Их никогда не застукали. Полтора месяца они были заняты сексуальной интригой (она никогда не смогла бы назвать происходящее любовной интригой), и потом лето закончилось. Она, скорее всего, не была влюблена в Бена, а в его тело, и даже сейчас, восемь с половиной лет спустя, она все еще помнит его невероятно гладкую кожу, ощущение его длинных рук вокруг нее, сладость его рта, вкус его самого. Она бы продолжила встречаться с Беном в Нортхэмптоне и после лета, но его ужасные оценки закончившегося школьного года напугали родителей настолько, что они отправили его в специальную школу в Нью Хэмпшир, и, внезапно, он исчез из ее жизни. Она скучала по нему больше, чем была готова, но прежде, чем она поняла, как много времени уйдет на то, чтобы позабыть его, сколько недель, месяцев, лет, она внезапно обнаружила себя лицом к лицу с другой проблемой.

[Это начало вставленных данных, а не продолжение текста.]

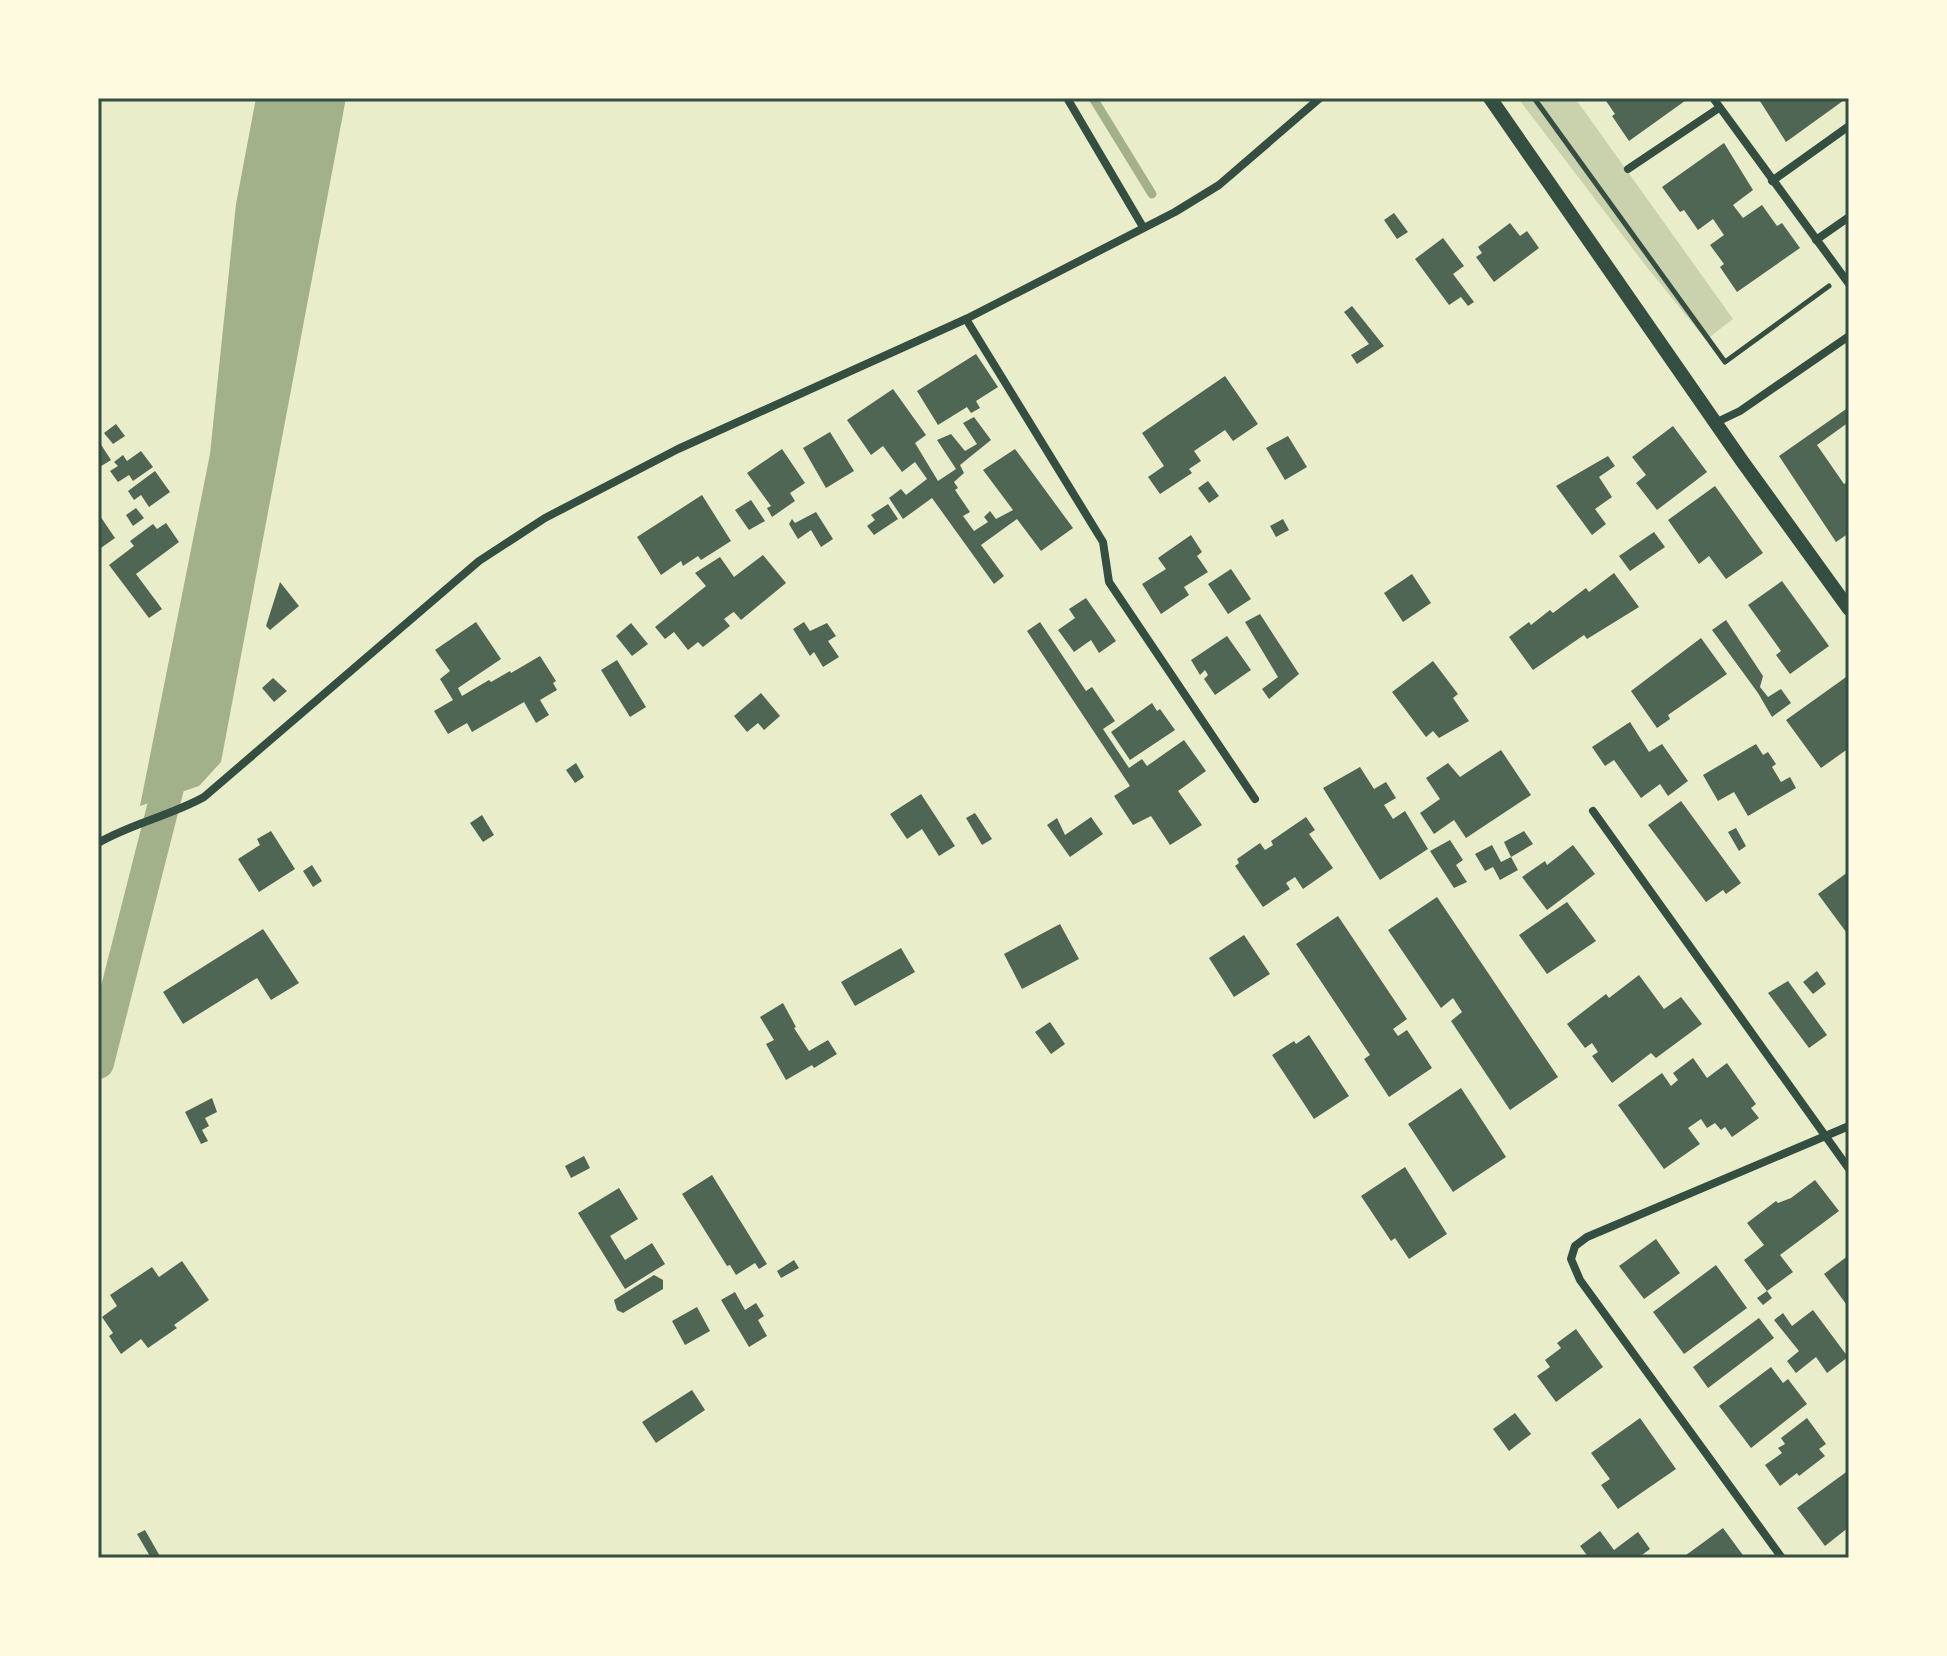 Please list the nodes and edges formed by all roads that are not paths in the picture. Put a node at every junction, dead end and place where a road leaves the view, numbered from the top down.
1 (1067, 98) edge
2 (1320, 98) edge
3 (1490, 98) edge
4 (1713, 98) edge
5 (1719, 108) junction
6 (1849, 126) edge
7 (1628, 169) dead end
8 (1772, 181) junction
9 (1849, 217) edge
10 (1143, 227) junction
11 (1816, 240) junction
12 (1849, 284) edge
13 (966, 319) junction
14 (1849, 336) edge
15 (1717, 422) junction
16 (1849, 609) edge
17 (1255, 799) dead end
18 (1593, 811) dead end
19 (98, 843) edge
20 (1849, 1126) edge
21 (1825, 1137) junction
22 (1849, 1169) edge
23 (1782, 1558) edge

1 - 10 street
2 - 10 street
3 - 15 street
4 - 5 street
5 - 7 street
5 - 8 street
6 - 8 street
8 - 11 street
9 - 11 street
10 - 13 street
11 - 12 street
13 - 17 street
13 - 19 street
14 - 15 street
15 - 16 street
18 - 21 street
20 - 21 street
21 - 22 street
21 - 23 street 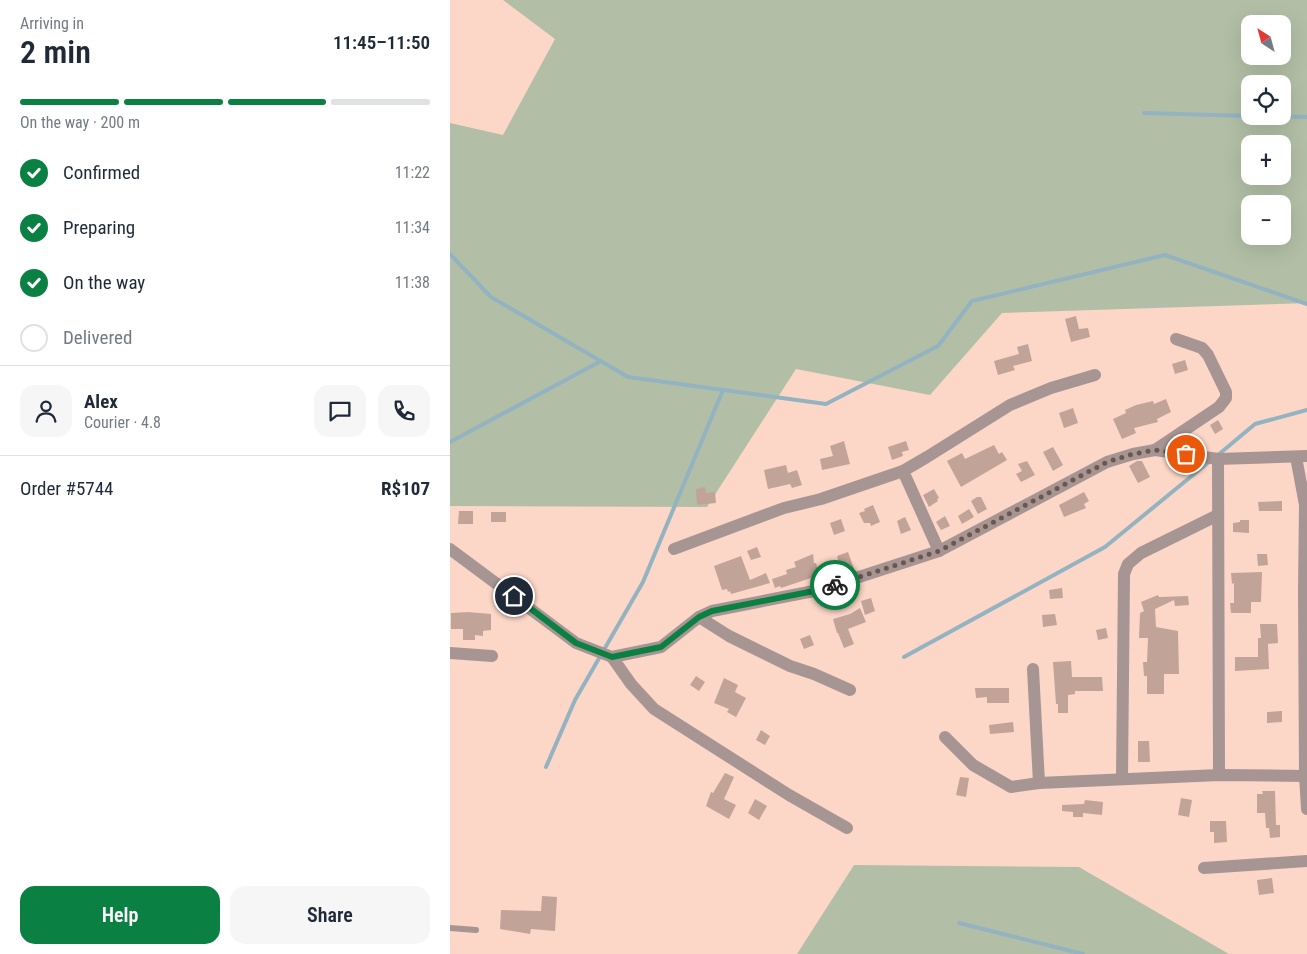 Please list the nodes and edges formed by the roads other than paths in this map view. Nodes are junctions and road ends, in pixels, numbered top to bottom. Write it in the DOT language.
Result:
graph roads {
  1 [pos="1176,339"];
  2 [pos="1095,375"];
  3 [pos="1155,450"];
  4 [pos="1302,456"];
  5 [pos="1218,459"];
  6 [pos="903,471"];
  7 [pos="1218,515"];
  8 [pos="450,549"];
  9 [pos="674,549"];
  10 [pos="939,551"];
  11 [pos="699,617"];
  12 [pos="450,652"];
  13 [pos="492,656"];
  14 [pos="612,657"];
  15 [pos="1033,669"];
  16 [pos="850,690"];
  17 [pos="945,737"];
  18 [pos="1219,775"];
  19 [pos="1306,776"];
  20 [pos="1122,779"];
  21 [pos="1039,783"];
  22 [pos="1307,809"];
  23 [pos="846,828"];
  24 [pos="1307,861"];
  25 [pos="1204,868"];
  26 [pos="450,928"];
  27 [pos="476,930"];
  1 -- 3 [label="street"];
  2 -- 6 [label="street"];
  3 -- 5 [label="street"];
  3 -- 10 [label="street"];
  4 -- 5 [label="street"];
  4 -- 19 [label="street"];
  5 -- 7 [label="street"];
  6 -- 9 [label="street"];
  6 -- 10 [label="street"];
  7 -- 18 [label="street"];
  7 -- 20 [label="street"];
  8 -- 14 [label="street"];
  10 -- 11 [label="street"];
  11 -- 14 [label="street"];
  11 -- 16 [label="street"];
  12 -- 13 [label="street"];
  14 -- 23 [label="street"];
  15 -- 21 [label="street"];
  17 -- 21 [label="street"];
  18 -- 19 [label="street"];
  18 -- 20 [label="street"];
  19 -- 22 [label="street"];
  20 -- 21 [label="street"];
  24 -- 25 [label="street"];
  26 -- 27 [label="lane"];
} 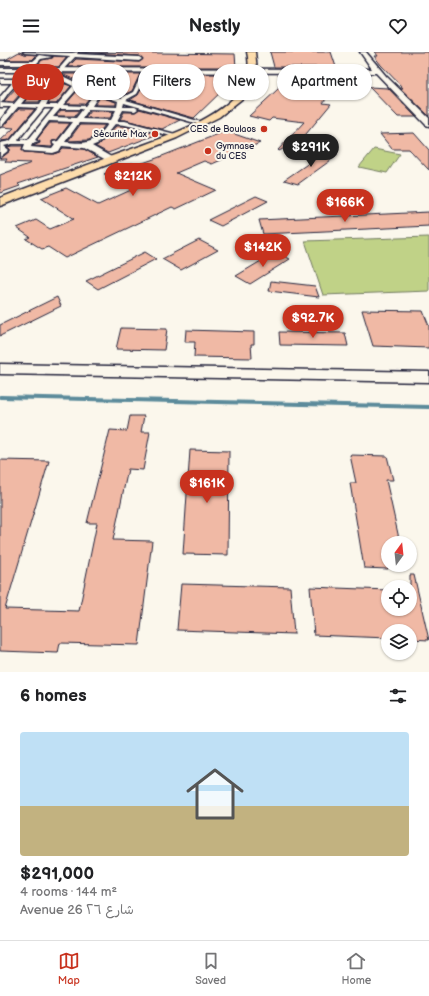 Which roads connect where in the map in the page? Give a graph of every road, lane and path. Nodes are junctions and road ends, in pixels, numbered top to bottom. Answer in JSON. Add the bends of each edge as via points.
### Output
{"nodes":[{"id":1,"x":26,"y":52,"type":"edge"},
{"id":2,"x":101,"y":52,"type":"edge"},
{"id":3,"x":124,"y":52,"type":"edge"},
{"id":4,"x":144,"y":52,"type":"edge"},
{"id":5,"x":246,"y":52,"type":"edge"},
{"id":6,"x":251,"y":52,"type":"edge"},
{"id":7,"x":363,"y":52,"type":"edge"},
{"id":8,"x":42,"y":54,"type":"edge"},
{"id":9,"x":57,"y":55,"type":"edge"},
{"id":10,"x":73,"y":56,"type":"edge"},
{"id":11,"x":96,"y":59,"type":"junction"},
{"id":12,"x":120,"y":59,"type":"junction"},
{"id":13,"x":139,"y":59,"type":"junction"},
{"id":14,"x":0,"y":63,"type":"edge"},
{"id":15,"x":13,"y":63,"type":"junction"},
{"id":16,"x":34,"y":63,"type":"joint"},
{"id":17,"x":52,"y":64,"type":"edge"},
{"id":18,"x":119,"y":64,"type":"edge"},
{"id":19,"x":140,"y":64,"type":"edge"},
{"id":20,"x":249,"y":64,"type":"edge"},
{"id":21,"x":254,"y":64,"type":"edge"},
{"id":22,"x":64,"y":66,"type":"edge"},
{"id":23,"x":376,"y":71,"type":"junction"},
{"id":24,"x":1,"y":72,"type":"edge"},
{"id":25,"x":12,"y":72,"type":"edge"},
{"id":26,"x":269,"y":72,"type":"edge"},
{"id":27,"x":66,"y":80,"type":"joint"},
{"id":28,"x":0,"y":81,"type":"edge"},
{"id":29,"x":12,"y":81,"type":"edge"},
{"id":30,"x":72,"y":83,"type":"edge"},
{"id":31,"x":138,"y":84,"type":"edge"},
{"id":32,"x":10,"y":88,"type":"edge"},
{"id":33,"x":72,"y":91,"type":"edge"},
{"id":34,"x":130,"y":96,"type":"edge"},
{"id":35,"x":0,"y":100,"type":"edge"},
{"id":36,"x":22,"y":100,"type":"edge"},
{"id":37,"x":92,"y":100,"type":"edge"},
{"id":38,"x":121,"y":100,"type":"joint"},
{"id":39,"x":235,"y":100,"type":"edge"},
{"id":40,"x":0,"y":105,"type":"edge"},
{"id":41,"x":17,"y":105,"type":"junction"},
{"id":42,"x":43,"y":106,"type":"junction"},
{"id":43,"x":60,"y":106,"type":"junction"},
{"id":44,"x":86,"y":107,"type":"junction"},
{"id":45,"x":120,"y":109,"type":"junction"},
{"id":46,"x":148,"y":109,"type":"junction"},
{"id":47,"x":48,"y":119,"type":"junction"},
{"id":48,"x":78,"y":120,"type":"junction"},
{"id":49,"x":113,"y":122,"type":"junction"},
{"id":50,"x":200,"y":122,"type":"junction"},
{"id":51,"x":429,"y":123,"type":"edge"},
{"id":52,"x":0,"y":125,"type":"edge"},
{"id":53,"x":7,"y":129,"type":"edge"},
{"id":54,"x":21,"y":131,"type":"junction"},
{"id":55,"x":38,"y":132,"type":"junction"},
{"id":56,"x":174,"y":134,"type":"junction"},
{"id":57,"x":12,"y":142,"type":"junction"},
{"id":58,"x":31,"y":142,"type":"junction"},
{"id":59,"x":60,"y":143,"type":"junction"},
{"id":60,"x":0,"y":145,"type":"edge"},
{"id":61,"x":86,"y":146,"type":"junction"},
{"id":62,"x":0,"y":155,"type":"edge"},
{"id":63,"x":109,"y":159,"type":"junction"},
{"id":64,"x":0,"y":199,"type":"edge"},
{"id":65,"x":0,"y":202,"type":"edge"},
{"id":66,"x":0,"y":369,"type":"edge"},
{"id":67,"x":429,"y":377,"type":"edge"}],
"edges":[{"from":1,"to":8,"type":"street"},
{"from":1,"to":15,"type":"street"},
{"from":2,"to":11,"type":"street"},
{"from":3,"to":12,"type":"street"},
{"from":4,"to":13,"type":"street"},
{"from":5,"to":20,"type":"main road"},
{"from":6,"to":21,"type":"main road"},
{"from":7,"to":23,"type":"main road"},
{"from":8,"to":9,"type":"street"},
{"from":8,"to":16,"type":"street"},
{"from":9,"to":10,"type":"street"},
{"from":9,"to":17,"type":"street"},
{"from":10,"to":11,"type":"street"},
{"from":10,"to":22,"type":"street"},
{"from":11,"to":12,"type":"street"},
{"from":12,"to":13,"type":"street"},
{"from":12,"to":18,"type":"street"},
{"from":13,"to":19,"type":"street"},
{"from":14,"to":15,"type":"street"},
{"from":15,"to":16,"type":"street"},
{"from":15,"to":24,"type":"street"},
{"from":23,"to":26,"type":"main road"},
{"from":23,"to":51,"type":"main road"},
{"from":24,"to":25,"type":"main road"},
{"from":27,"to":30,"type":"street"},
{"from":27,"to":42,"type":"street","via":[[56,82],[48,89]]},
{"from":28,"to":29,"type":"street"},
{"from":31,"to":34,"type":"street","via":[[135,94]]},
{"from":32,"to":35,"type":"street"},
{"from":33,"to":43,"type":"street"},
{"from":36,"to":41,"type":"street"},
{"from":37,"to":44,"type":"street"},
{"from":38,"to":45,"type":"street"},
{"from":38,"to":46,"type":"street"},
{"from":39,"to":50,"type":"main road","via":[[225,109]]},
{"from":40,"to":41,"type":"street"},
{"from":41,"to":42,"type":"street"},
{"from":41,"to":52,"type":"street"},
{"from":42,"to":43,"type":"street"},
{"from":42,"to":54,"type":"street"},
{"from":43,"to":44,"type":"street"},
{"from":43,"to":47,"type":"street"},
{"from":44,"to":45,"type":"street"},
{"from":44,"to":48,"type":"street"},
{"from":45,"to":46,"type":"street"},
{"from":45,"to":49,"type":"street"},
{"from":46,"to":50,"type":"street"},
{"from":47,"to":48,"type":"street"},
{"from":47,"to":55,"type":"street"},
{"from":48,"to":49,"type":"street"},
{"from":48,"to":59,"type":"street"},
{"from":49,"to":56,"type":"street"},
{"from":49,"to":61,"type":"street","via":[[100,140]]},
{"from":50,"to":56,"type":"main road"},
{"from":53,"to":54,"type":"street"},
{"from":54,"to":55,"type":"street"},
{"from":54,"to":57,"type":"street"},
{"from":55,"to":58,"type":"street"},
{"from":56,"to":63,"type":"main road"},
{"from":57,"to":58,"type":"street"},
{"from":57,"to":60,"type":"street"},
{"from":58,"to":59,"type":"street","via":[[27,149],[53,151]]},
{"from":59,"to":61,"type":"street"},
{"from":60,"to":62,"type":"street","via":[[5,150]]},
{"from":61,"to":63,"type":"street"},
{"from":63,"to":64,"type":"main road"},
{"from":63,"to":65,"type":"main road"},
{"from":66,"to":67,"type":"street"}]}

Месячные не приходили. Она сказала Алис об этом, и ее подруга затащила ее в близлежащую аптеку, чтобы купить тест на беременность. Результат был положительный, хотя лучше назвать — отрицательный, ужасный, неотвратимый, отрицательный. Она думала, что они были очень чисты, очень осторожны, чтобы избежать подобного, но, очевидно, что-то упустили; и что ей теперь остается делать? Она не могла никому сказать, кто был отец. Даже Алис, которая давила и давила на нее, и даже отцу ребенка, шестнадцатилетнему мальчику; да и за что наказывать его такой новостью, если он никак не мог ей помочь, если только она и была виновна во всей этой грязи? Она не могла рассказать Алис, она не могла рассказать Бену, и она не могла рассказать ее родителям — не о том, кто был отцом, а о том, кем она тогда была. Беременной девушкой, глупой студенткой с младенцем, созревающим внутри нее. Ее мать и отец не должны были знать ничего о происшедшем. От простой мысли, попытаться рассказать им все, хотелось тут же умереть.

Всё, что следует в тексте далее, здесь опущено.